PROBLEM STATEMENT: With the pictures left out, write every entry down exactly.

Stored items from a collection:

Start of Block

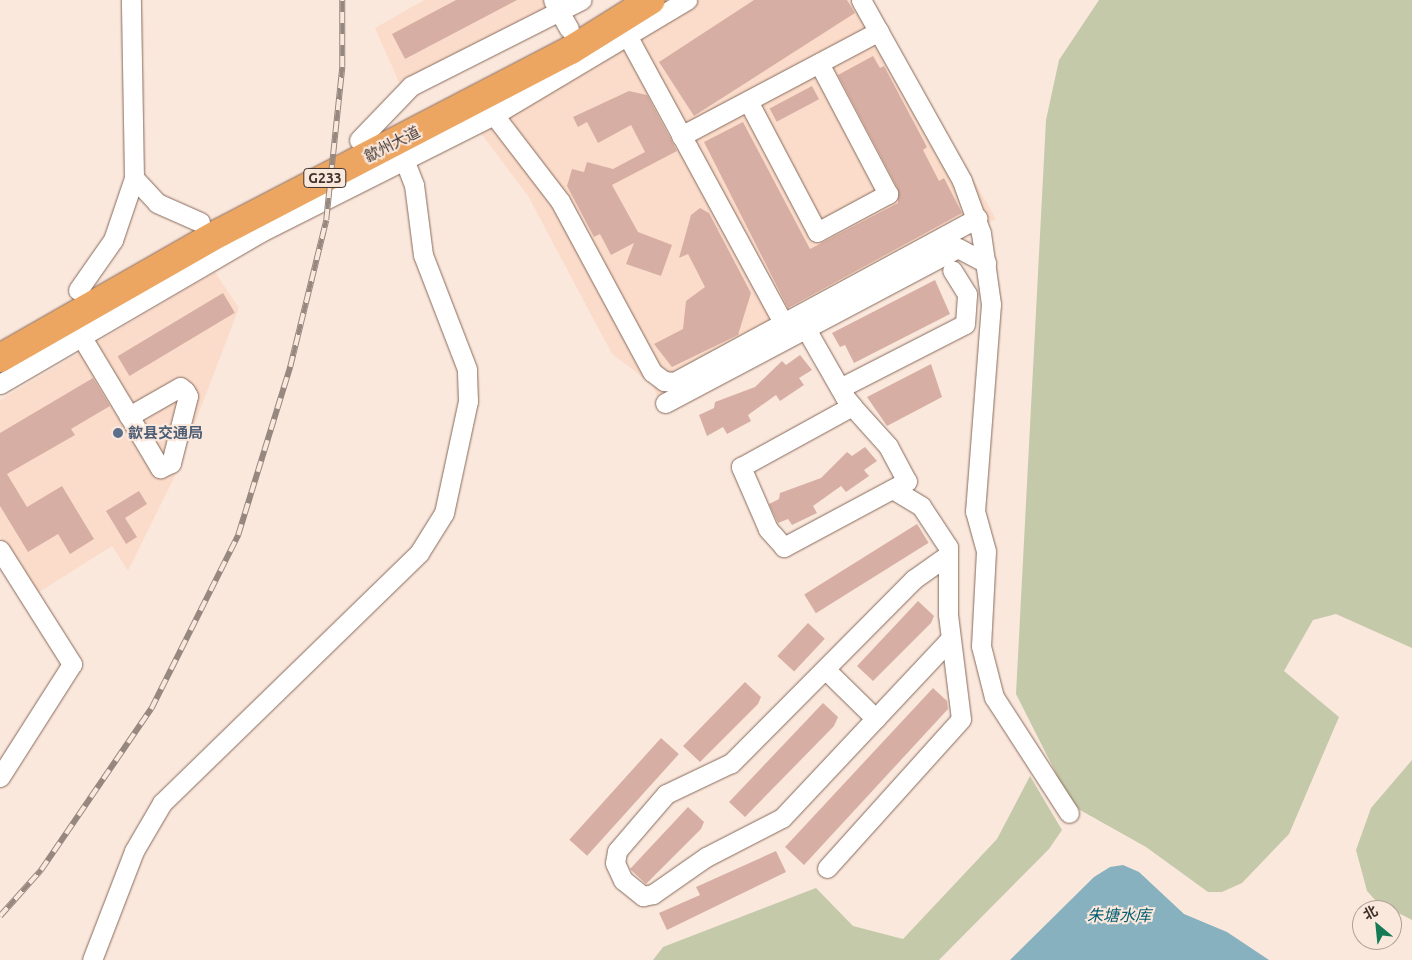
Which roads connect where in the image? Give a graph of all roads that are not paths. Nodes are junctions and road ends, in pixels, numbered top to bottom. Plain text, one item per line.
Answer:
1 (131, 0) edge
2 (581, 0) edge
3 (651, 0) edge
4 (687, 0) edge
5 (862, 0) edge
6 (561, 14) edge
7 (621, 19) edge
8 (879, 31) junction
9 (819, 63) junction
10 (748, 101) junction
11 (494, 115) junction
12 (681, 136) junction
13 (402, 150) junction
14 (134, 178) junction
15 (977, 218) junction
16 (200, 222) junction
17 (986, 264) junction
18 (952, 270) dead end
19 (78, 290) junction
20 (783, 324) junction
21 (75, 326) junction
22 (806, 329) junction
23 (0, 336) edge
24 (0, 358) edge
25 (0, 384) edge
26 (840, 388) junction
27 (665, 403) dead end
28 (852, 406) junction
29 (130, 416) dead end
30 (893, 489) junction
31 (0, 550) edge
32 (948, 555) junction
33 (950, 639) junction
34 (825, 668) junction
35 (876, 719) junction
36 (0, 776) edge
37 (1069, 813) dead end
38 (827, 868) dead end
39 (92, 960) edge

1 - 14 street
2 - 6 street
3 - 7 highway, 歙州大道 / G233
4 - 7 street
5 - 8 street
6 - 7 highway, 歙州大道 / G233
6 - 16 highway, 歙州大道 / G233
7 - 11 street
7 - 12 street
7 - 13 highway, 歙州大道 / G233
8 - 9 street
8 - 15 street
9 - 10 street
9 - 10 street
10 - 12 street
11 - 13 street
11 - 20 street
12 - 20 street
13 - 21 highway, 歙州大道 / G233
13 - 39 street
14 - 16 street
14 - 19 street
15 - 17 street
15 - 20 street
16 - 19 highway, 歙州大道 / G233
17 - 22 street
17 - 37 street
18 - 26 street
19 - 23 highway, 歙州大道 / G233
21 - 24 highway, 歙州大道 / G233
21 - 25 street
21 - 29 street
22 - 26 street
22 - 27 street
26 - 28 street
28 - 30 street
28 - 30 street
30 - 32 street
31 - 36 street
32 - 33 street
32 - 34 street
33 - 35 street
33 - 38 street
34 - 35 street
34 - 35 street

End of Block

REPLY:
Which roads connect where in the image? Give a graph of all roads that are not paths. Nodes are junctions and road ends, in pixels, numbered top to bottom. Plain text, one item per line.
Answer:
1 (131, 0) edge
2 (581, 0) edge
3 (651, 0) edge
4 (687, 0) edge
5 (862, 0) edge
6 (561, 14) edge
7 (621, 19) edge
8 (879, 31) junction
9 (819, 63) junction
10 (748, 101) junction
11 (494, 115) junction
12 (681, 136) junction
13 (402, 150) junction
14 (134, 178) junction
15 (977, 218) junction
16 (200, 222) junction
17 (986, 264) junction
18 (952, 270) dead end
19 (78, 290) junction
20 (783, 324) junction
21 (75, 326) junction
22 (806, 329) junction
23 (0, 336) edge
24 (0, 358) edge
25 (0, 384) edge
26 (840, 388) junction
27 (665, 403) dead end
28 (852, 406) junction
29 (130, 416) dead end
30 (893, 489) junction
31 (0, 550) edge
32 (948, 555) junction
33 (950, 639) junction
34 (825, 668) junction
35 (876, 719) junction
36 (0, 776) edge
37 (1069, 813) dead end
38 (827, 868) dead end
39 (92, 960) edge

1 - 14 street
2 - 6 street
3 - 7 highway, 歙州大道 / G233
4 - 7 street
5 - 8 street
6 - 7 highway, 歙州大道 / G233
6 - 16 highway, 歙州大道 / G233
7 - 11 street
7 - 12 street
7 - 13 highway, 歙州大道 / G233
8 - 9 street
8 - 15 street
9 - 10 street
9 - 10 street
10 - 12 street
11 - 13 street
11 - 20 street
12 - 20 street
13 - 21 highway, 歙州大道 / G233
13 - 39 street
14 - 16 street
14 - 19 street
15 - 17 street
15 - 20 street
16 - 19 highway, 歙州大道 / G233
17 - 22 street
17 - 37 street
18 - 26 street
19 - 23 highway, 歙州大道 / G233
21 - 24 highway, 歙州大道 / G233
21 - 25 street
21 - 29 street
22 - 26 street
22 - 27 street
26 - 28 street
28 - 30 street
28 - 30 street
30 - 32 street
31 - 36 street
32 - 33 street
32 - 34 street
33 - 35 street
33 - 38 street
34 - 35 street
34 - 35 street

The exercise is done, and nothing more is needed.